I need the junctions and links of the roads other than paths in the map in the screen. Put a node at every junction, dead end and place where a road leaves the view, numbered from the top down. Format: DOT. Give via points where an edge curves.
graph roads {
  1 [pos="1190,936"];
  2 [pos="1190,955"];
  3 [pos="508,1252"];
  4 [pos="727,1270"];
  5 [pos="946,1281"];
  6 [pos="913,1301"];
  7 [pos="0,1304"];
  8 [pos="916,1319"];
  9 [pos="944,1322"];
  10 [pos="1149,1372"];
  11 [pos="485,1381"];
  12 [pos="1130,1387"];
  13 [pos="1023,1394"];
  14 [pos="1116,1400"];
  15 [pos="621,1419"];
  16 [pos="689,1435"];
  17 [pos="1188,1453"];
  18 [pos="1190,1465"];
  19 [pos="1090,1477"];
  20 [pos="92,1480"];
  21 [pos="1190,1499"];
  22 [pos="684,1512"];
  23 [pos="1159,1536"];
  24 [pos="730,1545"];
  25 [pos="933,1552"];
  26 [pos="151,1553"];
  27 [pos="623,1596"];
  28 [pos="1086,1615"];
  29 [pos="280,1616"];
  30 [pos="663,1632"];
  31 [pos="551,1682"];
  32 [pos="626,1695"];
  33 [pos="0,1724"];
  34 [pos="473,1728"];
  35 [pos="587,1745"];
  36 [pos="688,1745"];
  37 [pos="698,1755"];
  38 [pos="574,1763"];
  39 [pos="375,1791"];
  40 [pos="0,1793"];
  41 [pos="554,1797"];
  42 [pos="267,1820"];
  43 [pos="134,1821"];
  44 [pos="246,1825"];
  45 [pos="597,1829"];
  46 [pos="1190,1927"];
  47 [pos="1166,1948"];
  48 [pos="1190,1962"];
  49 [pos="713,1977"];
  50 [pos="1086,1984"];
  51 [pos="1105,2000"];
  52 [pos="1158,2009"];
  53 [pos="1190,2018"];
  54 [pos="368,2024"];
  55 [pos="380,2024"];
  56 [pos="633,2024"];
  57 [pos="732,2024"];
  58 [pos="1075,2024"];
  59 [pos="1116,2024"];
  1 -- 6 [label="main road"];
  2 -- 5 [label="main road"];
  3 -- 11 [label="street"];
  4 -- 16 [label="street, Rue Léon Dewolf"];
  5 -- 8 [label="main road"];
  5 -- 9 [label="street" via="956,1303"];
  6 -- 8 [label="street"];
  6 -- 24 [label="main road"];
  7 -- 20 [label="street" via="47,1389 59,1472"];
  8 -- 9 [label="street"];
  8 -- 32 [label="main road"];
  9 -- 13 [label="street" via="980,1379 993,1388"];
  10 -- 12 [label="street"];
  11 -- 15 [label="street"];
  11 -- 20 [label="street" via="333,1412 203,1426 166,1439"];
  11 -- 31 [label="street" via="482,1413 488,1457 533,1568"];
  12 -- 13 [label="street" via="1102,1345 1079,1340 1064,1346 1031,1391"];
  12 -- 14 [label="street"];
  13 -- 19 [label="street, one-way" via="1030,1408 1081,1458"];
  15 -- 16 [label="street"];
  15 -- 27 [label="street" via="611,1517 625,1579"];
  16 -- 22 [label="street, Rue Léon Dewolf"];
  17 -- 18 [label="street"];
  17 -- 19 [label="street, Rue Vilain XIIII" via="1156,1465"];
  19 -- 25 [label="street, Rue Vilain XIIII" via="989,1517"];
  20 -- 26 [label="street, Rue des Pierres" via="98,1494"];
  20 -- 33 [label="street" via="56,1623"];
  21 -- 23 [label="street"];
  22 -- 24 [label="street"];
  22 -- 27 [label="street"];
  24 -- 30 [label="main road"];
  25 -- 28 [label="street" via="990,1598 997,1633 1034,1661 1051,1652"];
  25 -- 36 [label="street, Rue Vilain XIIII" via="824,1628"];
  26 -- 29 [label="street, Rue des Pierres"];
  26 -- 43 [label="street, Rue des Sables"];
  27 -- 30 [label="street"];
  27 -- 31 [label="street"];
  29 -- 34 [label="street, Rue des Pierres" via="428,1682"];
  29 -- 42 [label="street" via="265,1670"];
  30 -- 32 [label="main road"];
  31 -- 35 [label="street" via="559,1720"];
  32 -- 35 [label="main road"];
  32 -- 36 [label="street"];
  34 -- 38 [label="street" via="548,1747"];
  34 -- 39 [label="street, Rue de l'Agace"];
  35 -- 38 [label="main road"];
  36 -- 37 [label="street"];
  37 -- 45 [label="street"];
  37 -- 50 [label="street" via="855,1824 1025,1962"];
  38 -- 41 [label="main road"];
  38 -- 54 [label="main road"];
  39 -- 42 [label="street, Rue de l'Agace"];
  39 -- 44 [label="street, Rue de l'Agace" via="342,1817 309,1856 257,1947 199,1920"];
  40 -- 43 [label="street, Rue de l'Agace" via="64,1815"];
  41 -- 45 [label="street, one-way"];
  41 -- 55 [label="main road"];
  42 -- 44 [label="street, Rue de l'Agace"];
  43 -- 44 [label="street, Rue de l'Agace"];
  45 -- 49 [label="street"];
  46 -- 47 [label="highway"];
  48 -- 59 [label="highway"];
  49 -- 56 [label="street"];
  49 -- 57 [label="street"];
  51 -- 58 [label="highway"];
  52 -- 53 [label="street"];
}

**Task to complete:** Set down the records above once more, exactly as given.

**Solution for this task:**
I need the junctions and links of the roads other than paths in the map in the screen. Put a node at every junction, dead end and place where a road leaves the view, numbered from the top down. Format: DOT. Give via points where an edge curves.
graph roads {
  1 [pos="1190,936"];
  2 [pos="1190,955"];
  3 [pos="508,1252"];
  4 [pos="727,1270"];
  5 [pos="946,1281"];
  6 [pos="913,1301"];
  7 [pos="0,1304"];
  8 [pos="916,1319"];
  9 [pos="944,1322"];
  10 [pos="1149,1372"];
  11 [pos="485,1381"];
  12 [pos="1130,1387"];
  13 [pos="1023,1394"];
  14 [pos="1116,1400"];
  15 [pos="621,1419"];
  16 [pos="689,1435"];
  17 [pos="1188,1453"];
  18 [pos="1190,1465"];
  19 [pos="1090,1477"];
  20 [pos="92,1480"];
  21 [pos="1190,1499"];
  22 [pos="684,1512"];
  23 [pos="1159,1536"];
  24 [pos="730,1545"];
  25 [pos="933,1552"];
  26 [pos="151,1553"];
  27 [pos="623,1596"];
  28 [pos="1086,1615"];
  29 [pos="280,1616"];
  30 [pos="663,1632"];
  31 [pos="551,1682"];
  32 [pos="626,1695"];
  33 [pos="0,1724"];
  34 [pos="473,1728"];
  35 [pos="587,1745"];
  36 [pos="688,1745"];
  37 [pos="698,1755"];
  38 [pos="574,1763"];
  39 [pos="375,1791"];
  40 [pos="0,1793"];
  41 [pos="554,1797"];
  42 [pos="267,1820"];
  43 [pos="134,1821"];
  44 [pos="246,1825"];
  45 [pos="597,1829"];
  46 [pos="1190,1927"];
  47 [pos="1166,1948"];
  48 [pos="1190,1962"];
  49 [pos="713,1977"];
  50 [pos="1086,1984"];
  51 [pos="1105,2000"];
  52 [pos="1158,2009"];
  53 [pos="1190,2018"];
  54 [pos="368,2024"];
  55 [pos="380,2024"];
  56 [pos="633,2024"];
  57 [pos="732,2024"];
  58 [pos="1075,2024"];
  59 [pos="1116,2024"];
  1 -- 6 [label="main road"];
  2 -- 5 [label="main road"];
  3 -- 11 [label="street"];
  4 -- 16 [label="street, Rue Léon Dewolf"];
  5 -- 8 [label="main road"];
  5 -- 9 [label="street" via="956,1303"];
  6 -- 8 [label="street"];
  6 -- 24 [label="main road"];
  7 -- 20 [label="street" via="47,1389 59,1472"];
  8 -- 9 [label="street"];
  8 -- 32 [label="main road"];
  9 -- 13 [label="street" via="980,1379 993,1388"];
  10 -- 12 [label="street"];
  11 -- 15 [label="street"];
  11 -- 20 [label="street" via="333,1412 203,1426 166,1439"];
  11 -- 31 [label="street" via="482,1413 488,1457 533,1568"];
  12 -- 13 [label="street" via="1102,1345 1079,1340 1064,1346 1031,1391"];
  12 -- 14 [label="street"];
  13 -- 19 [label="street, one-way" via="1030,1408 1081,1458"];
  15 -- 16 [label="street"];
  15 -- 27 [label="street" via="611,1517 625,1579"];
  16 -- 22 [label="street, Rue Léon Dewolf"];
  17 -- 18 [label="street"];
  17 -- 19 [label="street, Rue Vilain XIIII" via="1156,1465"];
  19 -- 25 [label="street, Rue Vilain XIIII" via="989,1517"];
  20 -- 26 [label="street, Rue des Pierres" via="98,1494"];
  20 -- 33 [label="street" via="56,1623"];
  21 -- 23 [label="street"];
  22 -- 24 [label="street"];
  22 -- 27 [label="street"];
  24 -- 30 [label="main road"];
  25 -- 28 [label="street" via="990,1598 997,1633 1034,1661 1051,1652"];
  25 -- 36 [label="street, Rue Vilain XIIII" via="824,1628"];
  26 -- 29 [label="street, Rue des Pierres"];
  26 -- 43 [label="street, Rue des Sables"];
  27 -- 30 [label="street"];
  27 -- 31 [label="street"];
  29 -- 34 [label="street, Rue des Pierres" via="428,1682"];
  29 -- 42 [label="street" via="265,1670"];
  30 -- 32 [label="main road"];
  31 -- 35 [label="street" via="559,1720"];
  32 -- 35 [label="main road"];
  32 -- 36 [label="street"];
  34 -- 38 [label="street" via="548,1747"];
  34 -- 39 [label="street, Rue de l'Agace"];
  35 -- 38 [label="main road"];
  36 -- 37 [label="street"];
  37 -- 45 [label="street"];
  37 -- 50 [label="street" via="855,1824 1025,1962"];
  38 -- 41 [label="main road"];
  38 -- 54 [label="main road"];
  39 -- 42 [label="street, Rue de l'Agace"];
  39 -- 44 [label="street, Rue de l'Agace" via="342,1817 309,1856 257,1947 199,1920"];
  40 -- 43 [label="street, Rue de l'Agace" via="64,1815"];
  41 -- 45 [label="street, one-way"];
  41 -- 55 [label="main road"];
  42 -- 44 [label="street, Rue de l'Agace"];
  43 -- 44 [label="street, Rue de l'Agace"];
  45 -- 49 [label="street"];
  46 -- 47 [label="highway"];
  48 -- 59 [label="highway"];
  49 -- 56 [label="street"];
  49 -- 57 [label="street"];
  51 -- 58 [label="highway"];
  52 -- 53 [label="street"];
}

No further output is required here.